Perl is a high-level, general-purpose, interpreted, dynamic programming language. Its name isn’t an acronym but the Perl scripting language has received a few various backronyms which are used in some cases, like: Practical Extraction and Reporting Language. Perl was invented by Larry Wall in 1987 as a general-purpose Unix scripting language. It was created to make report processing easier. Throughout the years, it has changed a lot and evolved through many changes and revisions. The most up-to-date major stable version is 5.16, released on May 2012. Perl 6 is a from-scratch reboot of the Perl scripting language, announced in 2000 and still being actively developed as of 2012.
Perl Requirements
Perl script can be installed on almost every computing platform in the world, from ancient 486 desktops to supercomputing clusters.
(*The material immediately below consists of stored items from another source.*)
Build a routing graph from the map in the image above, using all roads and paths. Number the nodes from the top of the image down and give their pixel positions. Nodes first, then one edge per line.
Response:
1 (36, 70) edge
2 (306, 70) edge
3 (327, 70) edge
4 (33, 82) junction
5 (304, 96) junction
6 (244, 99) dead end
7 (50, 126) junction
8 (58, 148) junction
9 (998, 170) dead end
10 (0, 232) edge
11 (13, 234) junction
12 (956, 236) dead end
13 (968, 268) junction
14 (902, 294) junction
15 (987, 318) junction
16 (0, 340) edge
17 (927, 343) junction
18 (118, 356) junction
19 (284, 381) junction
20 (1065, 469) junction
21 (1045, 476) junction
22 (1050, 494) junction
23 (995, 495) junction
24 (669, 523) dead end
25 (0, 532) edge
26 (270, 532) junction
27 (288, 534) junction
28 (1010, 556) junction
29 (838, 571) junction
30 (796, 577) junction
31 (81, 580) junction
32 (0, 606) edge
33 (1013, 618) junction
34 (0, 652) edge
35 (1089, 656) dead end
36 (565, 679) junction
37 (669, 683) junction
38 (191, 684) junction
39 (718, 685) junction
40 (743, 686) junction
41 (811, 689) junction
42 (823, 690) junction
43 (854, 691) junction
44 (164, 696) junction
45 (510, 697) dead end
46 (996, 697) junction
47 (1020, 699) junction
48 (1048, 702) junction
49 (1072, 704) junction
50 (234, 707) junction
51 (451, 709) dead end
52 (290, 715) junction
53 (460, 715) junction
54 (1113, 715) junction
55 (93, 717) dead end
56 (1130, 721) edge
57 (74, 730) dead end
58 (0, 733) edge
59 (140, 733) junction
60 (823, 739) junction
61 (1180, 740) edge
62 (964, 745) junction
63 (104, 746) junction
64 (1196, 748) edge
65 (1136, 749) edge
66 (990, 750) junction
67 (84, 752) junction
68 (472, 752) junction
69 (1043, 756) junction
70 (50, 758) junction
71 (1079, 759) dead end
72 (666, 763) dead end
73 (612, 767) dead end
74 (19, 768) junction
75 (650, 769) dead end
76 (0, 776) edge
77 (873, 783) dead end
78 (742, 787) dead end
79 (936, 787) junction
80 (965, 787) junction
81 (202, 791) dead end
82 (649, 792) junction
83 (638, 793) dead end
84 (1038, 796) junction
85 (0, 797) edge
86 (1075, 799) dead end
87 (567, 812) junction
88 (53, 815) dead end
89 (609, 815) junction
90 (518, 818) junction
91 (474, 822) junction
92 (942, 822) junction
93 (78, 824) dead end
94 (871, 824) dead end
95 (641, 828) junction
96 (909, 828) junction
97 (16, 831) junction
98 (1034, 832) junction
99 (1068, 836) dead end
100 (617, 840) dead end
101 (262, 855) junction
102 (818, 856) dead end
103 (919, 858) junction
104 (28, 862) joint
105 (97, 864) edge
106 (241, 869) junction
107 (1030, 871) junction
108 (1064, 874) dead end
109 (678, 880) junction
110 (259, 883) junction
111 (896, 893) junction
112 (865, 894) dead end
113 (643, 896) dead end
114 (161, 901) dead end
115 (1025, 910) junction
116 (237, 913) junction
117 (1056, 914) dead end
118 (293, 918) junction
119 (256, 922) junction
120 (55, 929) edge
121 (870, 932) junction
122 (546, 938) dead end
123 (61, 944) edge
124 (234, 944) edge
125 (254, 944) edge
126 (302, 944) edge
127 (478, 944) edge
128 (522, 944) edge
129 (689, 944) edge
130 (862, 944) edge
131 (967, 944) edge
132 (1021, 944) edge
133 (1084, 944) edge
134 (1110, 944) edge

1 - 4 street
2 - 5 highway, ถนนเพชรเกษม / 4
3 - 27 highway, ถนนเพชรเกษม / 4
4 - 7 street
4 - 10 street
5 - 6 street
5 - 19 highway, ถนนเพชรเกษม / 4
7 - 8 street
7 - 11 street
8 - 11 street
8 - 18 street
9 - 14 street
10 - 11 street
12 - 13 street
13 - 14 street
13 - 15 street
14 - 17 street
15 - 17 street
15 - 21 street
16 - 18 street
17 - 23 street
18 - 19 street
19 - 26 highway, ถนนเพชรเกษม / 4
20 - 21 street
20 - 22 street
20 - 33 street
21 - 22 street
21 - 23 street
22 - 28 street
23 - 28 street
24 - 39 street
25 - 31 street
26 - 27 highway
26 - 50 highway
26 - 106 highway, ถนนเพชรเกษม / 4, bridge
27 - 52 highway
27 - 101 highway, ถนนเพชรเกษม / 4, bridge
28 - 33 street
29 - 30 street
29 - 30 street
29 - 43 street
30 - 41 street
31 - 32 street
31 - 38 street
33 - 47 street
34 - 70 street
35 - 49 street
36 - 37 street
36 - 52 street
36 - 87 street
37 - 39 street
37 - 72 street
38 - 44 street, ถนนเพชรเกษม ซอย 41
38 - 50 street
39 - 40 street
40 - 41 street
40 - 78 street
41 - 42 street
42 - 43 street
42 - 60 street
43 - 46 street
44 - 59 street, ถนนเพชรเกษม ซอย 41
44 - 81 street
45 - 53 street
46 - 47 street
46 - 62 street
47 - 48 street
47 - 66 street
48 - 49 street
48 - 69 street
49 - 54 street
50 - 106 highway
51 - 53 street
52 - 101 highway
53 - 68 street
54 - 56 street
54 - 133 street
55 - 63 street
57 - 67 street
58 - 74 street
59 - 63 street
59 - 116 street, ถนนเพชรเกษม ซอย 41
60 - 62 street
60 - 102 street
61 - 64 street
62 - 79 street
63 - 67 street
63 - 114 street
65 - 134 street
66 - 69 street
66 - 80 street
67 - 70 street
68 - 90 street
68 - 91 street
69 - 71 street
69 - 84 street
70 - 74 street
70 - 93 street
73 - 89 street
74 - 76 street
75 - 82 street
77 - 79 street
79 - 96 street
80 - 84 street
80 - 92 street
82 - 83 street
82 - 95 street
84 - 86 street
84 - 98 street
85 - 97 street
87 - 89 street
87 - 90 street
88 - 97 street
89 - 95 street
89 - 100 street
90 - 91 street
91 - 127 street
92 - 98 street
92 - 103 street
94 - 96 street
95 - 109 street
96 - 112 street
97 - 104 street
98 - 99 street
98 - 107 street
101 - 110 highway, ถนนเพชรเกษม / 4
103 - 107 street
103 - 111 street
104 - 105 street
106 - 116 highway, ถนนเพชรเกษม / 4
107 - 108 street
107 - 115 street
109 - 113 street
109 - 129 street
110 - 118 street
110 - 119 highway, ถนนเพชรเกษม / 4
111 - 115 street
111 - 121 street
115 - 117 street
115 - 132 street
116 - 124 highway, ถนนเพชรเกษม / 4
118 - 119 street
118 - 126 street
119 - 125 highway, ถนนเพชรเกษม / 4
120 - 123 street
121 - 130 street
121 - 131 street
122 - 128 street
First, you have to choose where you’ll be running your Perl scripting applications from. If you’re mostly interested in coding web apps, you’re better of choosing a web hosting company that has Perl script running capabilities pre-installed on their servers (most hosts have that enabled). By choosing this route, you must make sure that you have SSH or telnet shell access to the server where your Perl scripting applications will run from. Windows users can use PuTTY, a telnet/SSH client, to log into their user accounts on the server. Using telnet is highly unsafe and should be avoided because your username and password are being broadcasted over the web visible in plain text. SSH is a secure protocol designed for running shell sessions on remote hosts and is highly recommended.